◆ Your assignment ◆
Please set down the records below exactly as they appear.

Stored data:
*****
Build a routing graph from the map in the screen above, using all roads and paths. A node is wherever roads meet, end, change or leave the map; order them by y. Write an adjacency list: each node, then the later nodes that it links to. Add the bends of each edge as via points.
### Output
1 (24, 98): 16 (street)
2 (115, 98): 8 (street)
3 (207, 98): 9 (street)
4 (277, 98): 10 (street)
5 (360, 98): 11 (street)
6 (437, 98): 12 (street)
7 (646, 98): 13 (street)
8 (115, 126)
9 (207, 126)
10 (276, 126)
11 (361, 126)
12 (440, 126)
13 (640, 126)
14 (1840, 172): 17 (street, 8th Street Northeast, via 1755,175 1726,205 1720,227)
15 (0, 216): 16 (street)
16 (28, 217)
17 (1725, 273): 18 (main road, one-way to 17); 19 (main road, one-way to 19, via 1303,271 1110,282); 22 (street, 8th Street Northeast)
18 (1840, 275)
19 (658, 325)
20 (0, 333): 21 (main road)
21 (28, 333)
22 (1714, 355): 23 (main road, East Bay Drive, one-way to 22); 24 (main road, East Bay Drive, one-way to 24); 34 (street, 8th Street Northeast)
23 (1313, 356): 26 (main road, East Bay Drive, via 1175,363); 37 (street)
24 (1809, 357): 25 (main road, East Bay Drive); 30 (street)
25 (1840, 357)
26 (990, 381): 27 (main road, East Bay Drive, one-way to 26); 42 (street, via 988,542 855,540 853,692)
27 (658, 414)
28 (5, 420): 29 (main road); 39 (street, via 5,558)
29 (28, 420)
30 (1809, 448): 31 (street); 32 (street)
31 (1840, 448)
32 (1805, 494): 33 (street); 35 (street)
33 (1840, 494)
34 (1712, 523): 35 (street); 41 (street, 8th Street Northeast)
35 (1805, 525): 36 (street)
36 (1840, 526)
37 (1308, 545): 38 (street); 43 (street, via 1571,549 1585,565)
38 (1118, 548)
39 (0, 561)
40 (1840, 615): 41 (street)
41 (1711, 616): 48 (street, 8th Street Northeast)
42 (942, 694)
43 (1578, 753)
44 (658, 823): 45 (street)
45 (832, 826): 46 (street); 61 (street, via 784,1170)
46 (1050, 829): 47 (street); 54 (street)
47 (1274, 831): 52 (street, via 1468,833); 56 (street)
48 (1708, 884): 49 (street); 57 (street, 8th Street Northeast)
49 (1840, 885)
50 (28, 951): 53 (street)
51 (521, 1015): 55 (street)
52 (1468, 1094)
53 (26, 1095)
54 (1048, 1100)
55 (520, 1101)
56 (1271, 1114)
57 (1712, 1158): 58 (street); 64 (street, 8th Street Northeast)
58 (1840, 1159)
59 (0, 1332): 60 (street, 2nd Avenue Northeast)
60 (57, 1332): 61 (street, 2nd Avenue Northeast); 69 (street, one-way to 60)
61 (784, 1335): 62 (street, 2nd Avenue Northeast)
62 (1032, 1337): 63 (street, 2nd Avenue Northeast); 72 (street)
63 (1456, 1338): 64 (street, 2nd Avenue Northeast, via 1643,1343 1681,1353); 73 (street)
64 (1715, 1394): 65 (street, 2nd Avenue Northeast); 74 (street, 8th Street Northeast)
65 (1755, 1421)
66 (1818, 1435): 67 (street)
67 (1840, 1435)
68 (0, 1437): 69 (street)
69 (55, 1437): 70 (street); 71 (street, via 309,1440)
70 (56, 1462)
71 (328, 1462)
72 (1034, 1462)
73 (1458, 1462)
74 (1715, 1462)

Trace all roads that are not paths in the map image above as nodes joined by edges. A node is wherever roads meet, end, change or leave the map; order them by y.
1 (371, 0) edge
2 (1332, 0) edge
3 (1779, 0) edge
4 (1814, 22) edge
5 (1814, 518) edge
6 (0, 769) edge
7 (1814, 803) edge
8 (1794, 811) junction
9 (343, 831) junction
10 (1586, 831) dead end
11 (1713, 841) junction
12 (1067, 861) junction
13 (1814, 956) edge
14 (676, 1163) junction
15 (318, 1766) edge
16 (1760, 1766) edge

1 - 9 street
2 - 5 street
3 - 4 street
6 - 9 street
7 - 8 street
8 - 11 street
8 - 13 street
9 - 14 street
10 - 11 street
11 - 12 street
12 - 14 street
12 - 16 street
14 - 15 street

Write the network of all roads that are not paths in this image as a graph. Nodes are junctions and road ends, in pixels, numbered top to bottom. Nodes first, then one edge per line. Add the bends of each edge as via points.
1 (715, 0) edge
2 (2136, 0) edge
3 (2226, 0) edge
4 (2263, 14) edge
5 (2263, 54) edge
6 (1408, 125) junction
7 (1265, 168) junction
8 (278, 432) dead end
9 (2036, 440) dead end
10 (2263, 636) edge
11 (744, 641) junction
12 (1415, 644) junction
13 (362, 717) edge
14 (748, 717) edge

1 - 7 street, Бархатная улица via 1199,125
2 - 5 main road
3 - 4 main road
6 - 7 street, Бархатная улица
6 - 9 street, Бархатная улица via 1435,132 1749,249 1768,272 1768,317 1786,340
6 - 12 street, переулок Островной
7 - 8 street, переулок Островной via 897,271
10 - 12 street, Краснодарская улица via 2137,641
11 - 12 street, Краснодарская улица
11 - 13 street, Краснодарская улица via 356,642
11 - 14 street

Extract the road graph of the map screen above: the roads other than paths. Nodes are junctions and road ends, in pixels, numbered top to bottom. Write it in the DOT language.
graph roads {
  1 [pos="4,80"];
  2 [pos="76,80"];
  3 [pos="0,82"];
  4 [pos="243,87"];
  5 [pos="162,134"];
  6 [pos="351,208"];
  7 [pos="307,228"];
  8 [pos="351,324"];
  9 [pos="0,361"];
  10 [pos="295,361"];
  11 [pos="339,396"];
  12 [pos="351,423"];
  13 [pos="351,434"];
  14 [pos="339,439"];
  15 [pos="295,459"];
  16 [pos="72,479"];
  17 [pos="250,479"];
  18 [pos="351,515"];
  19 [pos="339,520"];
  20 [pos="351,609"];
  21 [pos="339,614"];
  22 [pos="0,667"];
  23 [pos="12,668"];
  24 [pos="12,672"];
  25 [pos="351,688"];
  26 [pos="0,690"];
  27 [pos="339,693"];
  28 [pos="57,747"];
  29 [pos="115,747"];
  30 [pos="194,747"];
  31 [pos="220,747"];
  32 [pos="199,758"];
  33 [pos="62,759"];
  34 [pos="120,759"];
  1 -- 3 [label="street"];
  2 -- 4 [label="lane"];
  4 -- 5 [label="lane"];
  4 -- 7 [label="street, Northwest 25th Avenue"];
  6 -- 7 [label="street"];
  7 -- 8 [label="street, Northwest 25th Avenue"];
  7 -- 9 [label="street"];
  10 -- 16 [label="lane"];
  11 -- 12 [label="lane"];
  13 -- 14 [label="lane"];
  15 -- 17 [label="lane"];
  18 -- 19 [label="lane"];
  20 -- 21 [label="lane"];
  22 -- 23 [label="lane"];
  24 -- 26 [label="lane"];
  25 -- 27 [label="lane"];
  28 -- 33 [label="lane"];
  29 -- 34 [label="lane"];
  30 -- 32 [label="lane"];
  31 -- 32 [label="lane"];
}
*****
◆ Output ◆
Build a routing graph from the map in the screen above, using all roads and paths. A node is wherever roads meet, end, change or leave the map; order them by y. Write an adjacency list: each node, then the later nodes that it links to. Add the bends of each edge as via points.
### Output
1 (24, 98): 16 (street)
2 (115, 98): 8 (street)
3 (207, 98): 9 (street)
4 (277, 98): 10 (street)
5 (360, 98): 11 (street)
6 (437, 98): 12 (street)
7 (646, 98): 13 (street)
8 (115, 126)
9 (207, 126)
10 (276, 126)
11 (361, 126)
12 (440, 126)
13 (640, 126)
14 (1840, 172): 17 (street, 8th Street Northeast, via 1755,175 1726,205 1720,227)
15 (0, 216): 16 (street)
16 (28, 217)
17 (1725, 273): 18 (main road, one-way to 17); 19 (main road, one-way to 19, via 1303,271 1110,282); 22 (street, 8th Street Northeast)
18 (1840, 275)
19 (658, 325)
20 (0, 333): 21 (main road)
21 (28, 333)
22 (1714, 355): 23 (main road, East Bay Drive, one-way to 22); 24 (main road, East Bay Drive, one-way to 24); 34 (street, 8th Street Northeast)
23 (1313, 356): 26 (main road, East Bay Drive, via 1175,363); 37 (street)
24 (1809, 357): 25 (main road, East Bay Drive); 30 (street)
25 (1840, 357)
26 (990, 381): 27 (main road, East Bay Drive, one-way to 26); 42 (street, via 988,542 855,540 853,692)
27 (658, 414)
28 (5, 420): 29 (main road); 39 (street, via 5,558)
29 (28, 420)
30 (1809, 448): 31 (street); 32 (street)
31 (1840, 448)
32 (1805, 494): 33 (street); 35 (street)
33 (1840, 494)
34 (1712, 523): 35 (street); 41 (street, 8th Street Northeast)
35 (1805, 525): 36 (street)
36 (1840, 526)
37 (1308, 545): 38 (street); 43 (street, via 1571,549 1585,565)
38 (1118, 548)
39 (0, 561)
40 (1840, 615): 41 (street)
41 (1711, 616): 48 (street, 8th Street Northeast)
42 (942, 694)
43 (1578, 753)
44 (658, 823): 45 (street)
45 (832, 826): 46 (street); 61 (street, via 784,1170)
46 (1050, 829): 47 (street); 54 (street)
47 (1274, 831): 52 (street, via 1468,833); 56 (street)
48 (1708, 884): 49 (street); 57 (street, 8th Street Northeast)
49 (1840, 885)
50 (28, 951): 53 (street)
51 (521, 1015): 55 (street)
52 (1468, 1094)
53 (26, 1095)
54 (1048, 1100)
55 (520, 1101)
56 (1271, 1114)
57 (1712, 1158): 58 (street); 64 (street, 8th Street Northeast)
58 (1840, 1159)
59 (0, 1332): 60 (street, 2nd Avenue Northeast)
60 (57, 1332): 61 (street, 2nd Avenue Northeast); 69 (street, one-way to 60)
61 (784, 1335): 62 (street, 2nd Avenue Northeast)
62 (1032, 1337): 63 (street, 2nd Avenue Northeast); 72 (street)
63 (1456, 1338): 64 (street, 2nd Avenue Northeast, via 1643,1343 1681,1353); 73 (street)
64 (1715, 1394): 65 (street, 2nd Avenue Northeast); 74 (street, 8th Street Northeast)
65 (1755, 1421)
66 (1818, 1435): 67 (street)
67 (1840, 1435)
68 (0, 1437): 69 (street)
69 (55, 1437): 70 (street); 71 (street, via 309,1440)
70 (56, 1462)
71 (328, 1462)
72 (1034, 1462)
73 (1458, 1462)
74 (1715, 1462)

Trace all roads that are not paths in the map image above as nodes joined by edges. A node is wherever roads meet, end, change or leave the map; order them by y.
1 (371, 0) edge
2 (1332, 0) edge
3 (1779, 0) edge
4 (1814, 22) edge
5 (1814, 518) edge
6 (0, 769) edge
7 (1814, 803) edge
8 (1794, 811) junction
9 (343, 831) junction
10 (1586, 831) dead end
11 (1713, 841) junction
12 (1067, 861) junction
13 (1814, 956) edge
14 (676, 1163) junction
15 (318, 1766) edge
16 (1760, 1766) edge

1 - 9 street
2 - 5 street
3 - 4 street
6 - 9 street
7 - 8 street
8 - 11 street
8 - 13 street
9 - 14 street
10 - 11 street
11 - 12 street
12 - 14 street
12 - 16 street
14 - 15 street

Write the network of all roads that are not paths in this image as a graph. Nodes are junctions and road ends, in pixels, numbered top to bottom. Nodes first, then one edge per line. Add the bends of each edge as via points.
1 (715, 0) edge
2 (2136, 0) edge
3 (2226, 0) edge
4 (2263, 14) edge
5 (2263, 54) edge
6 (1408, 125) junction
7 (1265, 168) junction
8 (278, 432) dead end
9 (2036, 440) dead end
10 (2263, 636) edge
11 (744, 641) junction
12 (1415, 644) junction
13 (362, 717) edge
14 (748, 717) edge

1 - 7 street, Бархатная улица via 1199,125
2 - 5 main road
3 - 4 main road
6 - 7 street, Бархатная улица
6 - 9 street, Бархатная улица via 1435,132 1749,249 1768,272 1768,317 1786,340
6 - 12 street, переулок Островной
7 - 8 street, переулок Островной via 897,271
10 - 12 street, Краснодарская улица via 2137,641
11 - 12 street, Краснодарская улица
11 - 13 street, Краснодарская улица via 356,642
11 - 14 street

Extract the road graph of the map screen above: the roads other than paths. Nodes are junctions and road ends, in pixels, numbered top to bottom. Write it in the DOT language.
graph roads {
  1 [pos="4,80"];
  2 [pos="76,80"];
  3 [pos="0,82"];
  4 [pos="243,87"];
  5 [pos="162,134"];
  6 [pos="351,208"];
  7 [pos="307,228"];
  8 [pos="351,324"];
  9 [pos="0,361"];
  10 [pos="295,361"];
  11 [pos="339,396"];
  12 [pos="351,423"];
  13 [pos="351,434"];
  14 [pos="339,439"];
  15 [pos="295,459"];
  16 [pos="72,479"];
  17 [pos="250,479"];
  18 [pos="351,515"];
  19 [pos="339,520"];
  20 [pos="351,609"];
  21 [pos="339,614"];
  22 [pos="0,667"];
  23 [pos="12,668"];
  24 [pos="12,672"];
  25 [pos="351,688"];
  26 [pos="0,690"];
  27 [pos="339,693"];
  28 [pos="57,747"];
  29 [pos="115,747"];
  30 [pos="194,747"];
  31 [pos="220,747"];
  32 [pos="199,758"];
  33 [pos="62,759"];
  34 [pos="120,759"];
  1 -- 3 [label="street"];
  2 -- 4 [label="lane"];
  4 -- 5 [label="lane"];
  4 -- 7 [label="street, Northwest 25th Avenue"];
  6 -- 7 [label="street"];
  7 -- 8 [label="street, Northwest 25th Avenue"];
  7 -- 9 [label="street"];
  10 -- 16 [label="lane"];
  11 -- 12 [label="lane"];
  13 -- 14 [label="lane"];
  15 -- 17 [label="lane"];
  18 -- 19 [label="lane"];
  20 -- 21 [label="lane"];
  22 -- 23 [label="lane"];
  24 -- 26 [label="lane"];
  25 -- 27 [label="lane"];
  28 -- 33 [label="lane"];
  29 -- 34 [label="lane"];
  30 -- 32 [label="lane"];
  31 -- 32 [label="lane"];
}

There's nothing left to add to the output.